The efficiency of a Data Structure depends on how efficiently it handles the query of some problem statement. A good choice of data structure can reduce the execution time and that is what comes in handy in real-life problems. Disjoint Set Union (DSU) is one such data structure. It is also referred to as Union Find because of the functionalities it provides.
In computer science, there's something called a disjoint-set data structure which is like a tool for organizing things. Imagine you have a bunch of different sets, like groups of friends. This tool helps keep track of these groups and tells you which things belong to which group. It's like having a way to sort your toys into different boxes so that none of them are in more than one box at the same time.
Today we will discuss Disjoint Set Union or you can say Union Find algorithm from scratch for your better understanding.
What is a Disjoint Set Data Structure?
The union-find algorithm is a data structure that maintains a collection of disjoint sets. It provides two primary operations: union, which merges two sets into one, and find, which determines which set a particular element belongs to. This data structure is used in graph algorithms, to efficiently handle connectivity and partitioning problems.
To understand disjoint sets, let us break the term into two words - disjoint and sets.
What does disjoint mean?

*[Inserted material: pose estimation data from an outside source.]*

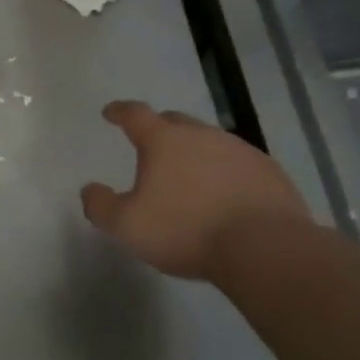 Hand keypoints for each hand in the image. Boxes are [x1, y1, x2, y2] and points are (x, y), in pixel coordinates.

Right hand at [81, 100, 311, 281]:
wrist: (264, 248)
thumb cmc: (186, 230)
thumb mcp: (127, 225)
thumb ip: (101, 206)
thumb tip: (90, 190)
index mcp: (164, 141)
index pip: (135, 114)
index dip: (120, 112)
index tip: (111, 112)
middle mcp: (202, 135)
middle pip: (175, 122)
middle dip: (159, 129)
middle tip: (151, 146)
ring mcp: (240, 150)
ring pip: (209, 142)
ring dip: (195, 153)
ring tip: (189, 177)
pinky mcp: (269, 172)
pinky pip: (238, 164)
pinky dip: (224, 173)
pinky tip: (224, 196) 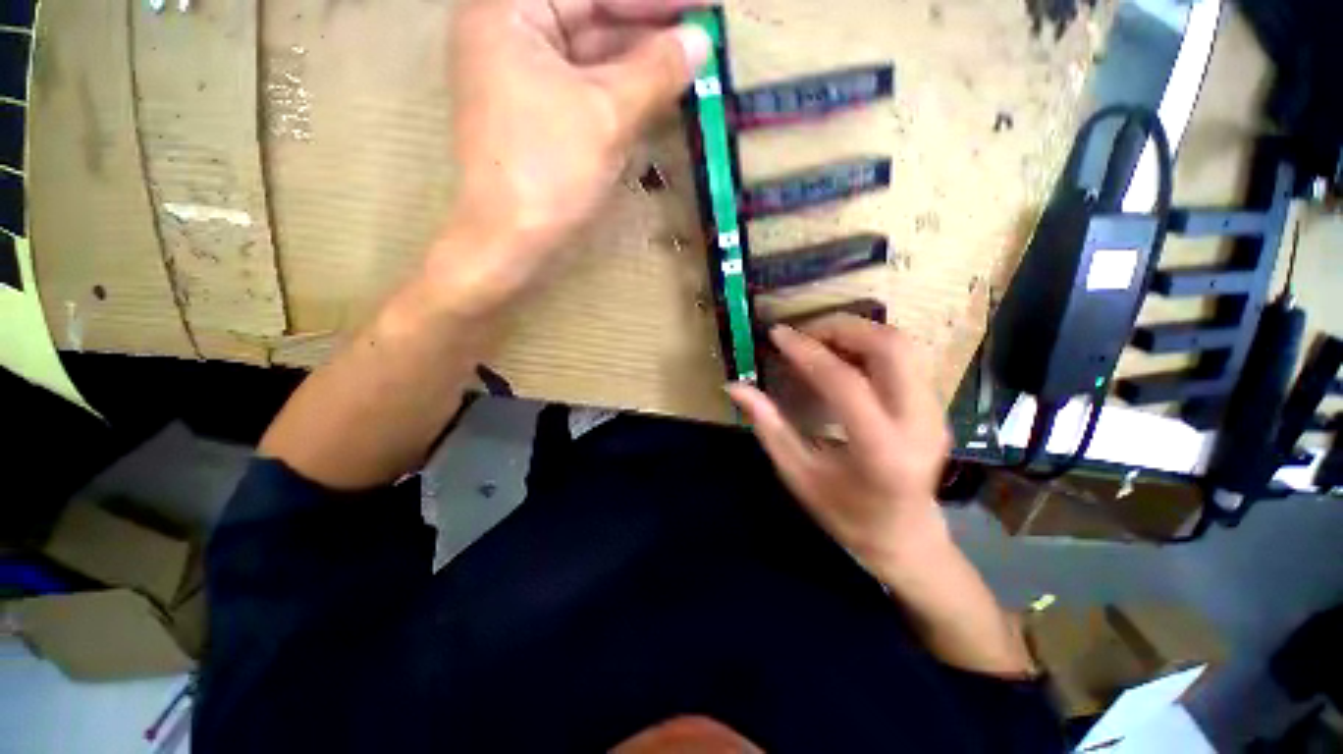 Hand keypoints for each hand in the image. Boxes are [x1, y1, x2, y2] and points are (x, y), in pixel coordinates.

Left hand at [440, 0, 711, 311]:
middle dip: (646, 31)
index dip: (650, 2)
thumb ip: (656, 70)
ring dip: (638, 65)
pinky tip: (656, 96)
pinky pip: (585, 92)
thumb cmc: (551, 171)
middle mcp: (509, 35)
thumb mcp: (608, 114)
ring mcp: (521, 80)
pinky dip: (620, 94)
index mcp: (509, 12)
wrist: (512, 243)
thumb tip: (700, 41)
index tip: (700, 7)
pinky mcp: (537, 118)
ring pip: (590, 58)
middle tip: (698, 40)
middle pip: (589, 19)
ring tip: (687, 68)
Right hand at [727, 315, 953, 578]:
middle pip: (889, 348)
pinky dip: (868, 345)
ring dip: (856, 332)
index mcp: (881, 451)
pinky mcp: (935, 405)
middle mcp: (919, 424)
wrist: (906, 536)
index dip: (808, 352)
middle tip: (802, 334)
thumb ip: (768, 427)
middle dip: (840, 328)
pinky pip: (904, 357)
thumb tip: (735, 387)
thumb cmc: (846, 514)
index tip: (778, 335)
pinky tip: (840, 358)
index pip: (846, 383)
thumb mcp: (798, 475)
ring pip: (902, 345)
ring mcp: (935, 412)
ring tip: (818, 341)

Something which isn’t joined, right?
Now, what is the first thing that comes to our mind when we hear the word sets?
All of us are probably thinking of something like this: S = {1, 2, 3, 4, 5}.

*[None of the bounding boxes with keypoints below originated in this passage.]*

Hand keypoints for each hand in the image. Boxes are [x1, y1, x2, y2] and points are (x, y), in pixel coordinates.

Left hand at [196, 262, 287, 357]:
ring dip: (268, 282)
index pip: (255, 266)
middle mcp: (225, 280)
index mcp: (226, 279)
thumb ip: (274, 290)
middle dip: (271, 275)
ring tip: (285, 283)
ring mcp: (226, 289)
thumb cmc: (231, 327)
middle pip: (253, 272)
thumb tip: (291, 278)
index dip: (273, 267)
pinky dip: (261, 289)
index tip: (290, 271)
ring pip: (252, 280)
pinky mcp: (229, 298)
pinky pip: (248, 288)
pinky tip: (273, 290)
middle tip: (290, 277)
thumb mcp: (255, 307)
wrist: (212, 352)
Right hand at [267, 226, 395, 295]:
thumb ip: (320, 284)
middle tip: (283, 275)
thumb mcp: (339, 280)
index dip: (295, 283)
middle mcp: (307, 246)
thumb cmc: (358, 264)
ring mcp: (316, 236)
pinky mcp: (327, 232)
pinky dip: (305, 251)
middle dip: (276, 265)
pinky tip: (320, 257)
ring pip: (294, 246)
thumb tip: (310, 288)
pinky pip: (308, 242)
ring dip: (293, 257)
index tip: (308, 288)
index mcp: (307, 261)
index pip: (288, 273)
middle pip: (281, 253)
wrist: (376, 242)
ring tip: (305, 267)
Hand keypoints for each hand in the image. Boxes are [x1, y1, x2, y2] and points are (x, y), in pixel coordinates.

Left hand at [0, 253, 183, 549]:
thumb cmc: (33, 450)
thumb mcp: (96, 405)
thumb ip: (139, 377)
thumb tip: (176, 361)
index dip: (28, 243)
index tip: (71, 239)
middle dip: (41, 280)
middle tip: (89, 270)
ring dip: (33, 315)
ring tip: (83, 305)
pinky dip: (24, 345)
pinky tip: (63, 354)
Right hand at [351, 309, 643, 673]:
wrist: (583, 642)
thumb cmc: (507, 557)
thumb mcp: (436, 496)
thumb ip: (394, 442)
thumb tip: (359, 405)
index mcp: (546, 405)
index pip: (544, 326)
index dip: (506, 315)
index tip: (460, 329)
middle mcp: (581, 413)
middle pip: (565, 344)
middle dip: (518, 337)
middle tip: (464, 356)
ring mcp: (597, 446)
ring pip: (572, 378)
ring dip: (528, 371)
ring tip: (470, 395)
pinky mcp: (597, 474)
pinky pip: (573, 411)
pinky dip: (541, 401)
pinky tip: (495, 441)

So to understand disjoint sets, let us consider a game of polo. In a game of polo, there are four members on each team. Each member is assigned a jersey number based on the position in which they are playing.
Let us represent this using a graph, where each player is a vertice. For simplicity, I have considered the players 1-4 on the orange team to be numbered from 5-8.
The players in each team can be represented by sets too.
P = {1, 2, 3, 4} and O = {5, 6, 7, 8}
Now, a player of team Purple will not be a player of team orange, so P ∩ O = Φ. In other words, the two sets are disjoint.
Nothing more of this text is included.